Friday, June 08, 2007

trend spotting update

another weekly installment of the trending update finds the cubs and brewers tracking one another much as they have for most of this year. past postings are may 11, may 14 and june 1.

the cubs rebounded for their cyclical low on game 53 and experienced a positive crossover/convergence at game 55, evidence of a positive trend that has in the past forecast a winning run of baseball over the following 10-20 games. from the outset of the year to the cyclical high on game 31, the club went 16-15; from the high to the low, the club went 6-16; since the low, the cubs have won four of six.

unfortunately, despite losing two of three in their recent series against the cubs, the division-leading milwaukee brewers have also experienced a positive crossover/convergence as of their last game (game 60), which follows on their cyclical extreme of game 48. this would portend better times for the brewers as well, who have rebounded from the low in rather dull fashion. from the outset to the cyclical high at game 36, the brewers went 25-11; from the high to the low, 3-9; and from the low to today, 5-7.

to this we add the saint louis cardinals, who have surpassed the cubs for the moment to reach second place in the division. do they present a continuing threat?

it hardly seems so on this analysis. inversely to the pattern being carved out by the cubs and brewers, the cardinals struck first a cyclical macd low in game 30 of (-2.04), at which point their record sat at 12-18. the subsequent reversal in trend raced to a cyclical high at game 40, in which span the club went 4-6. the crossover had appeared in game 36, however, and true to form the positive trend in 12-game pythagorean record persisted through game 52 -- some 16 games. but it is now on the wane as the 12- and 26-game lines converge. one would expect on the principles of the analysis for the next event to be a negative crossover, and for the uptrending cubs probably then to surpass the cardinals.

of further interest -- it was earlier noted in the post that first set this page to examining trends in runs scored and allowed that run differential as a means of forecasting final records was most often a victim of insufficient sample size until well into the season.

a simple analysis would be simply to look back at several seasons and try to divine at what point in a normal season year-to-date run differential -- and the pythagorean estimated record that might be derived from it -- first approach the final figure. though perhaps inelegant, such an analysis is easy -- and the answer in examining the last four seasons (2003-6) suggests that run differential becomes material at a point approaching or in excess of 60 games, though even afterward the data can drift.

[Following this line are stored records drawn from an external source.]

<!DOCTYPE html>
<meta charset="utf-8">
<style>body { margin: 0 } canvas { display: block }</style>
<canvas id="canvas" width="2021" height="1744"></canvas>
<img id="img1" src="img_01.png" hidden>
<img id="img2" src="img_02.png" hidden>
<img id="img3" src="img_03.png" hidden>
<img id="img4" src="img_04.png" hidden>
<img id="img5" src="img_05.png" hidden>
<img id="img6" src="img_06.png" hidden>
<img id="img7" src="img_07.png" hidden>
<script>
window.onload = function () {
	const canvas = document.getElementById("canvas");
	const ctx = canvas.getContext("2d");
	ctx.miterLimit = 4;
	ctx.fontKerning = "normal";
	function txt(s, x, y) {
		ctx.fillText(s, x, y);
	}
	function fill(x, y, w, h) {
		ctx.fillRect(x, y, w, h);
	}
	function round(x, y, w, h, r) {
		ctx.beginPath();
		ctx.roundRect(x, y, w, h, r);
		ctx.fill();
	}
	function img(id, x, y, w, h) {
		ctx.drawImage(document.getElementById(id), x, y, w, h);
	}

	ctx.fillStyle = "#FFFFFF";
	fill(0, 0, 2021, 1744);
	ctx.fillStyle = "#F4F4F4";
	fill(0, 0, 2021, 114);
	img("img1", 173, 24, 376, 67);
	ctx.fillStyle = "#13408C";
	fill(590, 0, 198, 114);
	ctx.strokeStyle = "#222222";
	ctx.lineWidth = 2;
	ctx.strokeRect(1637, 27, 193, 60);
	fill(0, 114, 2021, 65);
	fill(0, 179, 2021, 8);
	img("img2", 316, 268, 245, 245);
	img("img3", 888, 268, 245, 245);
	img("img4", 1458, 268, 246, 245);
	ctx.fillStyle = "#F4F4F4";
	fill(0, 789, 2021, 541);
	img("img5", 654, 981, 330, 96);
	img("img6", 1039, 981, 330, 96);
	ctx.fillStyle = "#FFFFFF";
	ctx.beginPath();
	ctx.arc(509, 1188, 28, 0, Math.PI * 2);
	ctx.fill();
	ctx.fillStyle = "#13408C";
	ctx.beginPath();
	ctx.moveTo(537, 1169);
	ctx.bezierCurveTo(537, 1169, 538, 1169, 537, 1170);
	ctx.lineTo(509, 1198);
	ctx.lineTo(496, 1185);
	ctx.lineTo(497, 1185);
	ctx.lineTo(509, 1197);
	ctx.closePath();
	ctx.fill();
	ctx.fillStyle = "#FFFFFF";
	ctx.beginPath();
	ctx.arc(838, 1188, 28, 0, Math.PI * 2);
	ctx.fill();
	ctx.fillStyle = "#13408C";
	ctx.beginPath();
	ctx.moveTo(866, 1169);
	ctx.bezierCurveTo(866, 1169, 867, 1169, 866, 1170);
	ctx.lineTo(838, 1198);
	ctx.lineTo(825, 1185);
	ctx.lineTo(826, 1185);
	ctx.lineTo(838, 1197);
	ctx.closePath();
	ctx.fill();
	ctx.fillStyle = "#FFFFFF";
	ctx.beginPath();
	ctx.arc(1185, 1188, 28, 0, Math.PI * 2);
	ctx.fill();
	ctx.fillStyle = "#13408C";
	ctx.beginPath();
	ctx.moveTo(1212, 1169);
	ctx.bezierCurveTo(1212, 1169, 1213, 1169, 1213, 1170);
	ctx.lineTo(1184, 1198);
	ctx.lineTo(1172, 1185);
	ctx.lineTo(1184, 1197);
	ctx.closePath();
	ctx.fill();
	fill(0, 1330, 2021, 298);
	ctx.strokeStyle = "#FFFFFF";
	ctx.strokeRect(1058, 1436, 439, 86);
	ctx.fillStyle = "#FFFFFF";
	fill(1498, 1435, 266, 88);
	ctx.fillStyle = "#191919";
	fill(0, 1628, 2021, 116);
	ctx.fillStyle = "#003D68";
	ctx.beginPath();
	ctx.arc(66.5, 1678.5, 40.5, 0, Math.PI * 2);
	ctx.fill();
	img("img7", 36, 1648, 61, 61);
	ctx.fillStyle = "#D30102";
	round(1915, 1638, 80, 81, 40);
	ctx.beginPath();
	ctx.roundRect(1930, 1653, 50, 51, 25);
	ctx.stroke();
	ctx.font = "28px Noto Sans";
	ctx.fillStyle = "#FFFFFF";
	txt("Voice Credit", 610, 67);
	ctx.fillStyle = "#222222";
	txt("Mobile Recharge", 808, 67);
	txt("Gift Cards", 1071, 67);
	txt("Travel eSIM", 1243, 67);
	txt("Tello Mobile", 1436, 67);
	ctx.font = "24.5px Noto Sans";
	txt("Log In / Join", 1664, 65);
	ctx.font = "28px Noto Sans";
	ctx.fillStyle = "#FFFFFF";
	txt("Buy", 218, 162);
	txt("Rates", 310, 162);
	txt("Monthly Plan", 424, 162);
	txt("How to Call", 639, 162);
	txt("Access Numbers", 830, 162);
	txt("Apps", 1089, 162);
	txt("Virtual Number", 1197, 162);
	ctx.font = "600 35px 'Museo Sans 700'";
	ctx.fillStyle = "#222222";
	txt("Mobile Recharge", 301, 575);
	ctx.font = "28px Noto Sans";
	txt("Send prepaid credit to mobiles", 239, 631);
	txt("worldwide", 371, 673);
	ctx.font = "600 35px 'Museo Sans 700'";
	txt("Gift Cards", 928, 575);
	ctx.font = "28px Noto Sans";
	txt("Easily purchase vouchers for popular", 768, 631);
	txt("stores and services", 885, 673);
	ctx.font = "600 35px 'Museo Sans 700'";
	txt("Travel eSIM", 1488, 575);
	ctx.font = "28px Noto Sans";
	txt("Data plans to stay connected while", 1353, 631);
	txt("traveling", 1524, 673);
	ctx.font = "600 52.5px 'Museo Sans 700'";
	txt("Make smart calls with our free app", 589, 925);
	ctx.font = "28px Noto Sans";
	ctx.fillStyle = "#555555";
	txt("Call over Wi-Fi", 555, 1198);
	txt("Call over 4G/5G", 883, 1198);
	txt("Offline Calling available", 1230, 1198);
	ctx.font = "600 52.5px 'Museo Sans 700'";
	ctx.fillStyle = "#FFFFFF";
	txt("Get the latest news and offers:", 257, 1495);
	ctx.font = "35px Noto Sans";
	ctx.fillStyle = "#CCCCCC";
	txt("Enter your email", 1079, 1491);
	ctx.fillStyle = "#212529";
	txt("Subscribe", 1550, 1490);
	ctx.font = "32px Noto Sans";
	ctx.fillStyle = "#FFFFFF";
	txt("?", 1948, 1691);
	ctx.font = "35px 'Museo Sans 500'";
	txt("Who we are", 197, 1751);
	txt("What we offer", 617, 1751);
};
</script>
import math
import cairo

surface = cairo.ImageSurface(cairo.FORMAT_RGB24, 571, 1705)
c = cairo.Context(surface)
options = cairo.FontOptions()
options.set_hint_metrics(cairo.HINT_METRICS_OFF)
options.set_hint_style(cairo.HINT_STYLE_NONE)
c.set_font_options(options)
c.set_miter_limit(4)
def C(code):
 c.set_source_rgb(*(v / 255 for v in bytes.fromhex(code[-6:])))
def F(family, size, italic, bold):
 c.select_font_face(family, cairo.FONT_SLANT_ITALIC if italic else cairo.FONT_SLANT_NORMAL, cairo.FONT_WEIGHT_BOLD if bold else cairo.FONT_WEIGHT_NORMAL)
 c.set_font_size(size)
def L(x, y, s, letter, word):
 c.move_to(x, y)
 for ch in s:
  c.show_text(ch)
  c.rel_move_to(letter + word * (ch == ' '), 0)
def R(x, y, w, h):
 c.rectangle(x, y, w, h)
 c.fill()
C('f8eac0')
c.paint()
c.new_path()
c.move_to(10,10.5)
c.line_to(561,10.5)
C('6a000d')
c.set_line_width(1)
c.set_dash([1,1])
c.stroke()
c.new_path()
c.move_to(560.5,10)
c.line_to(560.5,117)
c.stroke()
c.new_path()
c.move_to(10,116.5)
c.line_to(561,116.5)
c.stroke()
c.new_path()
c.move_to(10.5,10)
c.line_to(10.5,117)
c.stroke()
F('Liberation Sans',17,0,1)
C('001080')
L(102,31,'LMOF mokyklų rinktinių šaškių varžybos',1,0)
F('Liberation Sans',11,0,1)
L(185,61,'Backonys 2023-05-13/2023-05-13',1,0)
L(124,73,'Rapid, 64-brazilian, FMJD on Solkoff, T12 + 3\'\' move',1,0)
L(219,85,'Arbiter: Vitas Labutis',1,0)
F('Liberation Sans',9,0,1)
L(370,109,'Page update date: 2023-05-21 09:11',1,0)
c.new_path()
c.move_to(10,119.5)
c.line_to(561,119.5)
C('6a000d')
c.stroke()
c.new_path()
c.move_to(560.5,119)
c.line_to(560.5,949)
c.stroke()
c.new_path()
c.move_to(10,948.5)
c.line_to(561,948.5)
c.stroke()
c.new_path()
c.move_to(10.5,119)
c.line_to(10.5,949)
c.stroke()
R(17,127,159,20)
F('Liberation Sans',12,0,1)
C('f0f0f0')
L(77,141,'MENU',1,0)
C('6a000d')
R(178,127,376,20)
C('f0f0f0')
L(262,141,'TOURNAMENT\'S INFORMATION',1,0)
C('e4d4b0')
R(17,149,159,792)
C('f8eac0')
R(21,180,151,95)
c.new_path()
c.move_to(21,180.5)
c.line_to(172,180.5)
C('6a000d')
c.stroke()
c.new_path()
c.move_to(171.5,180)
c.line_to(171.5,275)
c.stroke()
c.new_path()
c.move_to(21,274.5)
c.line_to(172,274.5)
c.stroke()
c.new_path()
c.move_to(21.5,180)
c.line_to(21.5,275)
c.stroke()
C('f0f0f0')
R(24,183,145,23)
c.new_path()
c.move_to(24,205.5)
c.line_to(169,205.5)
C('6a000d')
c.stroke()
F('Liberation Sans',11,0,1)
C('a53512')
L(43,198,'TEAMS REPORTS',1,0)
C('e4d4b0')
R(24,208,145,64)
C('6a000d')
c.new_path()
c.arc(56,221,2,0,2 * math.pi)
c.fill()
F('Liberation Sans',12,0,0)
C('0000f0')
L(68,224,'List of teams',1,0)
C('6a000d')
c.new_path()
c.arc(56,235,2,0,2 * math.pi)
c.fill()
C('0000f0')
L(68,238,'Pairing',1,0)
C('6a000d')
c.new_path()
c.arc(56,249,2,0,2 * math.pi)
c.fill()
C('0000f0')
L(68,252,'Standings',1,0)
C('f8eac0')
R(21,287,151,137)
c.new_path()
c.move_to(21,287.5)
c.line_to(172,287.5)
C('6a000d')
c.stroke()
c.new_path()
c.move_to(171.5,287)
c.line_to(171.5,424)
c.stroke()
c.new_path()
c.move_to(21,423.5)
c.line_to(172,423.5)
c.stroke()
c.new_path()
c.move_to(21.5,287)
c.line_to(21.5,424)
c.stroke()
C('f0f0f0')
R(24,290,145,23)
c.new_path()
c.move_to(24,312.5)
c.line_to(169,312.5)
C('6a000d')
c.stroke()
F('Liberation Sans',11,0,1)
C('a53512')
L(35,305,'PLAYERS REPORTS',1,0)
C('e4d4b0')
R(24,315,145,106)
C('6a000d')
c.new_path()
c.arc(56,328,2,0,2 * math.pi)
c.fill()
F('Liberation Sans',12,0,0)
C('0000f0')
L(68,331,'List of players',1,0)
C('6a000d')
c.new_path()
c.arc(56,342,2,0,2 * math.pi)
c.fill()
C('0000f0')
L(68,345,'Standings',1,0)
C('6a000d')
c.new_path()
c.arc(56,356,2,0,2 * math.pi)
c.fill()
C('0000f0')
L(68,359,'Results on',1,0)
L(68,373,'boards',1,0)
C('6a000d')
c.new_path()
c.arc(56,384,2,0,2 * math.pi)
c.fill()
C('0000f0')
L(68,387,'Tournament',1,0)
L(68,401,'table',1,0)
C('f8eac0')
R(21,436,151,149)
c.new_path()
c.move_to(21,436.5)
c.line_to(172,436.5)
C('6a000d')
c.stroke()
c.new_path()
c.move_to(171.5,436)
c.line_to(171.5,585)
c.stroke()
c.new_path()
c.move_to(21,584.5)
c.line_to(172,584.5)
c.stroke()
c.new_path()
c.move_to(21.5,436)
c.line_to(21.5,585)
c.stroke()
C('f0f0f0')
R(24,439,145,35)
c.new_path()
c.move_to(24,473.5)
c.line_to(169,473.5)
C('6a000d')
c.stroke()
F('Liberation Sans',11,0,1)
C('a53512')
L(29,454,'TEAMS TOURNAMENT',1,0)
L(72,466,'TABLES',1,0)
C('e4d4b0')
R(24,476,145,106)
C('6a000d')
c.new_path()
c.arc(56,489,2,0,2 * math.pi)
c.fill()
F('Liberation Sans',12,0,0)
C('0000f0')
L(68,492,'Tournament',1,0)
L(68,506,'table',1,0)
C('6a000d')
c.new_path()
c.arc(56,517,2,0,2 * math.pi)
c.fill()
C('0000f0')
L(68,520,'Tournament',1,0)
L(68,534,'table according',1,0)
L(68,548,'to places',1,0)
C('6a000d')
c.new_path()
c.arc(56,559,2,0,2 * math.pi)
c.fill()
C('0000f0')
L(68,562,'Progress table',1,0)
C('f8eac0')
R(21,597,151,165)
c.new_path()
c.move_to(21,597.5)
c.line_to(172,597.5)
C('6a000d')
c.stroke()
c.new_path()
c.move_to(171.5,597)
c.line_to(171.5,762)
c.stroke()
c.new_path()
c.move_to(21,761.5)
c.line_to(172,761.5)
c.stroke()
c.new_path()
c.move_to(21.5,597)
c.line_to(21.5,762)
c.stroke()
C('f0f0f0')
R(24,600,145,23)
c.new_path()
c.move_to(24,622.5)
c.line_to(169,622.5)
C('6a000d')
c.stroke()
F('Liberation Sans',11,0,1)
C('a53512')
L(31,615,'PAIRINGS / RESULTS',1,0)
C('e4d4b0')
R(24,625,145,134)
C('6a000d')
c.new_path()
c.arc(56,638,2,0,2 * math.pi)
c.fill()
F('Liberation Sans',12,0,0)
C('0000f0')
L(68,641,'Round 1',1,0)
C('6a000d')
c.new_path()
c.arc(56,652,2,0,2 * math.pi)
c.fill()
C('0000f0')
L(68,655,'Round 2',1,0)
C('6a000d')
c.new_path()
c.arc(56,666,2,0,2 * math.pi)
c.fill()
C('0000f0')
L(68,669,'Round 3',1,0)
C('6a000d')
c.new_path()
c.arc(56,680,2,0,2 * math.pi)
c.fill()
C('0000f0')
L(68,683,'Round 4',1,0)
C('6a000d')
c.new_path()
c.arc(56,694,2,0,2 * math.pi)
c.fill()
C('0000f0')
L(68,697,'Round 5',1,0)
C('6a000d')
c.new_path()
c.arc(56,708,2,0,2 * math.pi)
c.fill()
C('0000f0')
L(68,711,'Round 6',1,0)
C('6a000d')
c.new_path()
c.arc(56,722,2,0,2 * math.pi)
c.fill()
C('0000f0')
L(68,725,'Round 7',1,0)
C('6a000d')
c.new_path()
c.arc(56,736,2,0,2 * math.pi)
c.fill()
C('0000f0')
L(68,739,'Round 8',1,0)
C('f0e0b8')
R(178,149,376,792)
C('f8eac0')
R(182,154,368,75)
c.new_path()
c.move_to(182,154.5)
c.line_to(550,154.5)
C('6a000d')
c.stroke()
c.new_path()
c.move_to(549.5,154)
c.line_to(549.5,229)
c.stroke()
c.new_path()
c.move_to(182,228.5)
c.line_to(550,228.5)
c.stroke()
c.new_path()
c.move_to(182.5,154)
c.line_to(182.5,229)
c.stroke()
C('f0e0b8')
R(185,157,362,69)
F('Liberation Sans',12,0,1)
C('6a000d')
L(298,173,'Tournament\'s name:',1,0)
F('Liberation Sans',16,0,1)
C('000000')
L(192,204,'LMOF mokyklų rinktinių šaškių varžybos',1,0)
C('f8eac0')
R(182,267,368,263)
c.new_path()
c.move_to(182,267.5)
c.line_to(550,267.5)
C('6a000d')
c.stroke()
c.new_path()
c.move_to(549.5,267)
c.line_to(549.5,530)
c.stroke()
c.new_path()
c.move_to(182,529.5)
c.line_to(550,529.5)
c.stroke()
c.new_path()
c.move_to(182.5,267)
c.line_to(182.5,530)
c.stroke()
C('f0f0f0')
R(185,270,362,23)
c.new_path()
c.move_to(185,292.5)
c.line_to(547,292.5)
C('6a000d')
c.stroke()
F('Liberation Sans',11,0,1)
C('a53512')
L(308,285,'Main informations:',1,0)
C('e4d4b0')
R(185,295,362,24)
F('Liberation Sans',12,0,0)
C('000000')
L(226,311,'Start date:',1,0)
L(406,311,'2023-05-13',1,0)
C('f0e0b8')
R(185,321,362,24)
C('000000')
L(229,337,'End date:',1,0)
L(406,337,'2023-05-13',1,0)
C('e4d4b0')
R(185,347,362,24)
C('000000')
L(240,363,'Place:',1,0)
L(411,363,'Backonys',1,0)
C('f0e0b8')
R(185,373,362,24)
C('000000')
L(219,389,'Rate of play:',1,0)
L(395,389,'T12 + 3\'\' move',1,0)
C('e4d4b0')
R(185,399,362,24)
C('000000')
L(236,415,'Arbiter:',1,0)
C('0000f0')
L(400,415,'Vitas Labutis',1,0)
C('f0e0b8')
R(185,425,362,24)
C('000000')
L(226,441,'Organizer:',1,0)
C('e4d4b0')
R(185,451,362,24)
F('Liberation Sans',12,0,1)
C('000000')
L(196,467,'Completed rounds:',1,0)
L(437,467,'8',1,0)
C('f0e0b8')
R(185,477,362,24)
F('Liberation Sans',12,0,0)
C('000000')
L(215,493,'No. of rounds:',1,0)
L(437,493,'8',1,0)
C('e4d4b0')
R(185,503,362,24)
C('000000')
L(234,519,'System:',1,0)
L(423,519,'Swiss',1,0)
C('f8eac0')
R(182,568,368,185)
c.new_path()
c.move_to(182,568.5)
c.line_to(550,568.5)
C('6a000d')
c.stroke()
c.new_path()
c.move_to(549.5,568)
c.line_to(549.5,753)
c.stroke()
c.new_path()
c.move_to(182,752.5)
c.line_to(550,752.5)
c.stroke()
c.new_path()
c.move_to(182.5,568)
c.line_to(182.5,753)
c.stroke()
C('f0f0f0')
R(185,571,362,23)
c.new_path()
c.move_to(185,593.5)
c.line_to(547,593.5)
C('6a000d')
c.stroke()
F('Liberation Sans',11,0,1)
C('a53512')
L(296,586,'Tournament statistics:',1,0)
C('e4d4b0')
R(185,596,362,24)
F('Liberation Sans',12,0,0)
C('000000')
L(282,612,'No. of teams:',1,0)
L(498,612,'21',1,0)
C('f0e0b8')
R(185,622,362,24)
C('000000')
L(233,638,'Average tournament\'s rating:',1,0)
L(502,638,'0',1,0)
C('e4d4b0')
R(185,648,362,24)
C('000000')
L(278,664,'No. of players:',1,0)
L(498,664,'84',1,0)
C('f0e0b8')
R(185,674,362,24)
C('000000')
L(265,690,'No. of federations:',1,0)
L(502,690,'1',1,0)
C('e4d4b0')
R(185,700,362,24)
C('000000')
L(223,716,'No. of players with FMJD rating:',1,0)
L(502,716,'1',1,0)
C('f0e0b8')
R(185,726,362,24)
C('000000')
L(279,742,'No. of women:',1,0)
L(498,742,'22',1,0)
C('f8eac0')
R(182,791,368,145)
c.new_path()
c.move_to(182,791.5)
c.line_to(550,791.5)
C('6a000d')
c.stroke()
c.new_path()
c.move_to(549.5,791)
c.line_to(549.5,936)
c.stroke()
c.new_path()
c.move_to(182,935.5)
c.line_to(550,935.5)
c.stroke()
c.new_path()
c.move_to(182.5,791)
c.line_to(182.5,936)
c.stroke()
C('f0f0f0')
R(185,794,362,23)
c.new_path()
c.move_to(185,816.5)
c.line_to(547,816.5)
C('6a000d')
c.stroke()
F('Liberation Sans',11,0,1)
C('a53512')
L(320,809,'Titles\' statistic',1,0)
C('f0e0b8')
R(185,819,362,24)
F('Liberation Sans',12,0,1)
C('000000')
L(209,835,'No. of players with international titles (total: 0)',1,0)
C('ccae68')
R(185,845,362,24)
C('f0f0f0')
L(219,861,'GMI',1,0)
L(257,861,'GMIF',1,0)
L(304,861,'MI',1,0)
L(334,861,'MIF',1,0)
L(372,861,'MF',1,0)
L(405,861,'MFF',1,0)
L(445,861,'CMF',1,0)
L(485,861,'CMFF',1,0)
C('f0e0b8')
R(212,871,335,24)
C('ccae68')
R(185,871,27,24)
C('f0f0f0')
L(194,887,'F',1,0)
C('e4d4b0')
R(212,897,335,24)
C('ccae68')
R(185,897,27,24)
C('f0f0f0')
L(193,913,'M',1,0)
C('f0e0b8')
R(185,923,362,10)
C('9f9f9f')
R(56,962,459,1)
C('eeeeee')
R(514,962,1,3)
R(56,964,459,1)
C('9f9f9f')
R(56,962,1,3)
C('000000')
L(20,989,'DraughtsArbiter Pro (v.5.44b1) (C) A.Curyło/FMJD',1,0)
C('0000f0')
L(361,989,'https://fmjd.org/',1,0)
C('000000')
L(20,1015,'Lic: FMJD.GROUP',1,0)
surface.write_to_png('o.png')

major league ballclubs have now come to that point of the season where consideration of these factors has become sensible. and what are the tallies?

the reason not to concern ourselves too much about the cardinals becomes even clearer here than previously -- while the cardinal offense has surged to life over the last month, its pitching remains in difficult straits and shows little sign thusfar of remediating. one might expect the cardinals to play better going forward than they have overall to date, but even a break-even record between today's 26-31 and the end seems as a prediction something of an eyebrow-raiser.

but what is most encouraging is the brewers' chart. this page had previously written at milwaukee's highwatermark:

in the hard light of close examination, dear reader, it seems far more likely that, rather than closing the gap, the cubs will continue to bleed games to milwaukee in fits and starts for the remainder of the season as they have to date. not only have the brewers posted a much larger run differential and greater theoretical record thusfar, not only have they done so on far less anomalous measures of luck, but they've actually won games doing it on a strength of schedule that is essentially no different from the cubs'.

but more data has changed the picture, as it sometimes does. instead, given what we now know, it would seem as likely for the brewers to bleed back a few games over the remainder of the season as it would the cubs to. were one to base opinion solely on this graph, indeed it would seem likely that the cubs would close the gap at least partially before year end; however, one must also consider the good fortune of cub pitching in terms of babip -- a feature of their outperformance to date which has subsided since the start of may and seems likely to continue to revert over the remainder of the year much as milwaukee's has continued to improve toward the league mean.